Mas os críticos da prefeita dizem que as ruas de Paris estão ficando mais sujas. "Sempre há um problema de limpeza na França. O comportamento das pessoas em Paris ainda precisa melhorar. Ainda há quem diga aos garis e lixeiros: ‘Eu pago meus
Outro problema são os patinetes elétricos. Três pessoas morreram no ano passado em acidentes envolvendo patinetes e semelhantes. No dia 2 de abril, Hidalgo vai promover um referendo para decidir se as empresas de aluguel de patinetes, como a Lime, devem ser proibidas. "Já chega! Já falamos muito com as operadoras. Impusemos restrições. Mas chegamos a um ponto em que não é mais possível."

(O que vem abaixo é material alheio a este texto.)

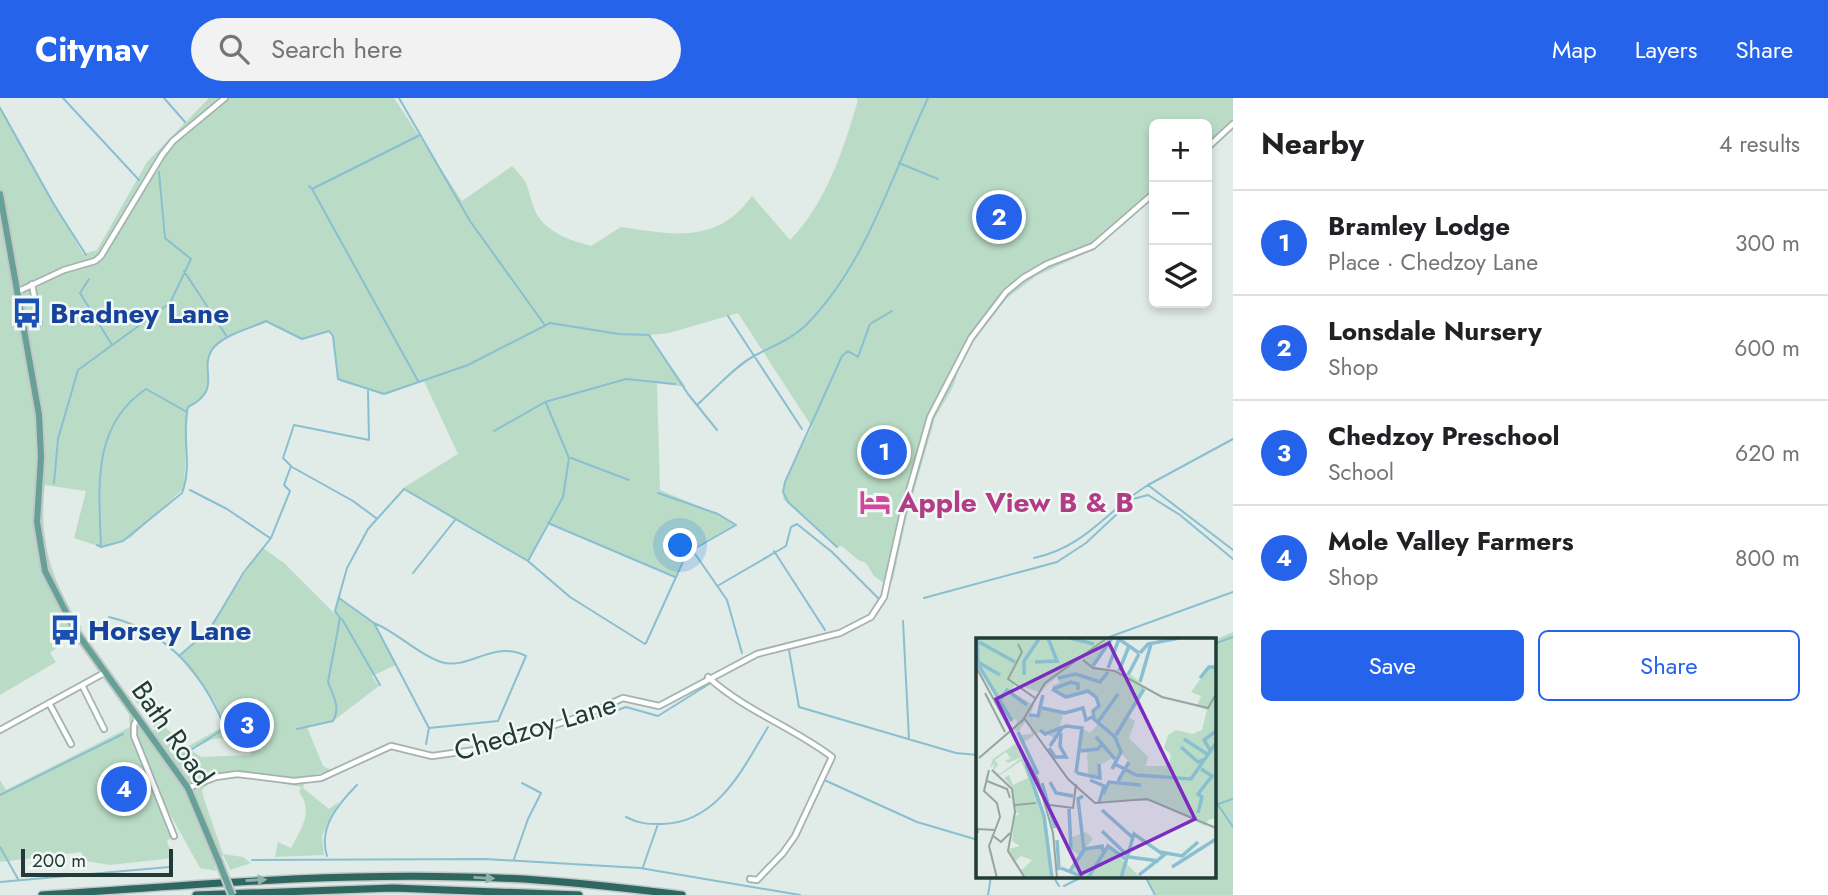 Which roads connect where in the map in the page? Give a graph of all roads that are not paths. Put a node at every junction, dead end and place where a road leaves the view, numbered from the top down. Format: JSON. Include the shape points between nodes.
{"nodes":[{"id":1,"x":225,"y":98,"type":"edge"},
{"id":2,"x":1233,"y":124,"type":"edge"},
{"id":3,"x":1212,"y":143,"type":"edge"},
{"id":4,"x":0,"y":194,"type":"edge"},
{"id":5,"x":1149,"y":197,"type":"edge"},
{"id":6,"x":32,"y":284,"type":"junction"},
{"id":7,"x":19,"y":291,"type":"junction"},
{"id":8,"x":39,"y":323,"type":"dead end"},
{"id":9,"x":104,"y":673,"type":"junction"},
{"id":10,"x":708,"y":677,"type":"junction"},
{"id":11,"x":82,"y":685,"type":"junction"},
{"id":12,"x":49,"y":704,"type":"junction"},
{"id":13,"x":139,"y":716,"type":"junction"},
{"id":14,"x":104,"y":729,"type":"dead end"},
{"id":15,"x":0,"y":730,"type":"edge"},
{"id":16,"x":71,"y":744,"type":"dead end"},
{"id":17,"x":188,"y":788,"type":"junction"},
{"id":18,"x":174,"y":836,"type":"dead end"},
{"id":19,"x":751,"y":879,"type":"dead end"},
{"id":20,"x":42,"y":895,"type":"edge"},
{"id":21,"x":196,"y":895,"type":"edge"},
{"id":22,"x":232,"y":895,"type":"edge"},
{"id":23,"x":579,"y":895,"type":"edge"},
{"id":24,"x":682,"y":895,"type":"edge"}],
"edges":[{"from":1,"to":6,"type":"street","via":[[162,155],[101,256]]},
{"from":2,"to":3,"type":"street"},
{"from":4,"to":7,"type":"main road","name":"Bath Road"},
{"from":5,"to":10,"type":"street","name":"Chedzoy Lane","via":[[1093,246],[1023,278],[1006,292],[971,338],[930,417],[887,587],[876,611],[840,633],[757,654]]},
{"from":6,"to":7,"type":"street"},
{"from":6,"to":8,"type":"street"},
{"from":7,"to":9,"type":"main road","name":"Bath Road","via":[[39,424],[40,555],[58,601]]},
{"from":9,"to":11,"type":"street"},
{"from":9,"to":13,"type":"main road","name":"Bath Road"},
{"from":10,"to":17,"type":"street","name":"Chedzoy Lane","via":[[659,706],[623,698],[482,749],[432,756],[391,746],[321,778],[294,781],[237,774]]},
{"from":10,"to":19,"type":"street","via":[[726,694],[832,757],[795,836],[757,880]]},
{"from":11,"to":12,"type":"street"},
{"from":11,"to":14,"type":"street"},
{"from":12,"to":15,"type":"street"},
{"from":12,"to":16,"type":"street"},
{"from":13,"to":17,"type":"main road","name":"Bath Road"},
{"from":13,"to":18,"type":"street","via":[[134,736]]},
{"from":17,"to":22,"type":"main road","name":"Bath Road","bridge":true},
{"from":20,"to":24,"type":"highway","one_way":true,"via":[[283,878],[395,876],[580,883]]},
{"from":21,"to":23,"type":"highway","via":[[393,888]]}]}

Um referendo contraria as palavras dos críticos para os quais as transformações adotadas por Hidalgo têm sido muito de cima para baixo. "Acho que a população vai votar para proibir os patinetes, mas posso estar enganada. O 2 de abril será um exercício democrático que nunca antes fizemos. Será o primeiro, mas não o último. Todo ano poderemos votar sobre alguma coisa."
Menciono a experiência do Reino Unido com referendos, algo que deve inspirar cautela. Pergunto se Paris se beneficiou do brexit. "Um pouco. Sempre éramos comparados com Londres, não muito favoravelmente. Quando [a editora chefe da revista Vogue] Anna Wintour vem me ver e diz ‘é aqui que a energia está hoje’, me sinto como [a personagem fictícia da Netflix] Emily em Paris!"
Como Hidalgo explica o fracasso de sua campanha presidencial? Ela não põe a culpa em sua mensagem, nem acha que tentou dar um passo maior que as pernas. Critica o presidente Emmanuel Macron por reformular a política francesa, de modo que hoje não existe mais "uma direita razoável e uma esquerda razoável", mas um centro ao qual se opõem populistas de esquerda e de direita. "Eu sabia que teria poucas chances de ganhar."
Hidalgo é totalmente contra a reforma das aposentadorias promovida por Macron. "Em sua campanha de reeleição, Macron repisou muito a ideia de ‘ou eu ou o caos’. Mas teremos ele e o caos."
Os aliados do presidente acusam Hidalgo de má gestão financeira. "Tentaram nos estrangular e não conseguiram." Sem poder arrancar mais dinheiro do governo central, ela elevou o imposto predial.
As mudanças adotadas por Hidalgo criaram tanta polêmica que mesmo seus aliados questionam suas chances de se reeleger em 2026. Ela própria diz que ainda não decidiu se será candidata novamente.
Apesar de todas suas ambições, é quase certo que até 2026 Paris ainda não terá se equiparado a Amsterdã em matéria de ciclovias, nem a Viena no quesito da habitação pública, assim como não terá desfrutado o boom pós-olímpico de Barcelona. As chances de a capital francesa algum dia se converter em uma cidade de 15 minutos provavelmente dependerão tanto do próximo prefeito quanto de Hidalgo.